Posso dire che è un mercato difficile, ma ci stiamo lavorando e abbiamo fatto una valutazione complessiva per capire dove intervenire. I tifosi devono stare tranquilli, la squadra c’è. E c’è tutta la società che ha voglia di migliorarla. Nonostante le difficoltà, la miglioreremo di sicuro. Ma piuttosto che dovermi rimangiare qualcosa a fine mercato, preferisco mantenermi basso. Non voglio promettere cose che non si avverano. Io sono il primo a volere una Juventus con undici fenomeni com’era nel 2005-06, però dobbiamo stare tranquilli. Niente promesse, tranne una: tifosi, state tranquilli, sul mercato non dormiamo. Abbiamo fatto uno step e ora vogliamo migliorare. L’obiettivo ora è, inevitabilmente, la Champions.

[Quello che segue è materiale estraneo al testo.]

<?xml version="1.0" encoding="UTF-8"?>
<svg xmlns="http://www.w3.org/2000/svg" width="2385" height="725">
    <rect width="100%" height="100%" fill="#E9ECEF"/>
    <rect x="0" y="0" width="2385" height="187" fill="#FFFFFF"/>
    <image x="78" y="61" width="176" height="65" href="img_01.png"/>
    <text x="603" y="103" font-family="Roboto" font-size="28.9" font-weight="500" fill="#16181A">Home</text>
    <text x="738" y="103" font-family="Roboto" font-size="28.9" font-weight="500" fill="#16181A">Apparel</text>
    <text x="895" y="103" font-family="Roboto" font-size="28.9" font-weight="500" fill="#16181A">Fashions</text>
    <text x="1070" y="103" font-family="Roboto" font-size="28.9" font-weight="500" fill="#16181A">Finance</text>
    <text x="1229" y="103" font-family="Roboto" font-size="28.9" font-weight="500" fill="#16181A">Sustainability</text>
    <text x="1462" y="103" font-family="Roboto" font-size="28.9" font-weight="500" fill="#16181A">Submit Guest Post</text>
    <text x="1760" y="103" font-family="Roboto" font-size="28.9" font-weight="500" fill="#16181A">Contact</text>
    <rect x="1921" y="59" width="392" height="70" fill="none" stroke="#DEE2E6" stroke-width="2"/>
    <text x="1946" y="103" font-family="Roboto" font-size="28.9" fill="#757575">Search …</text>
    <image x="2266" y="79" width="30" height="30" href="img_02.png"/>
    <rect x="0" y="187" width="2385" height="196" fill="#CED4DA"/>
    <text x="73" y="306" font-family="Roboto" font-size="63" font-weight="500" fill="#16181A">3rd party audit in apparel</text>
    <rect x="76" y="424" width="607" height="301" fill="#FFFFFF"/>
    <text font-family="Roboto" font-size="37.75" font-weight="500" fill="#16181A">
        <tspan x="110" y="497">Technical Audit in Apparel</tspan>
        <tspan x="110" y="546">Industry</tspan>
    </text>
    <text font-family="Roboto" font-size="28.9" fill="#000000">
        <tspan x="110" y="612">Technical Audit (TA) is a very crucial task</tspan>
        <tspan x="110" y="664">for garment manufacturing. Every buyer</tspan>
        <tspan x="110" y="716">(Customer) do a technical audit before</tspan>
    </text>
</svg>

Se io ho mai pensato di giocare negli Stati Uniti, a Dubai o in Cina? No, quando ho smesso Mino Raiola, il mio procuratore, voleva spingermi all’Inter. Era la cosa più seria e voleva chiudere lì. Si era praticamente installato a casa mia per un paio di settimane per convincermi. Alla fine l’ho cacciato! (ride) E pensate che ancora adesso mi rinfaccia i soldi che gli ho fatto perdere con quel rifiuto. Ma dai! Mi ci vedete con la maglia dell’Inter?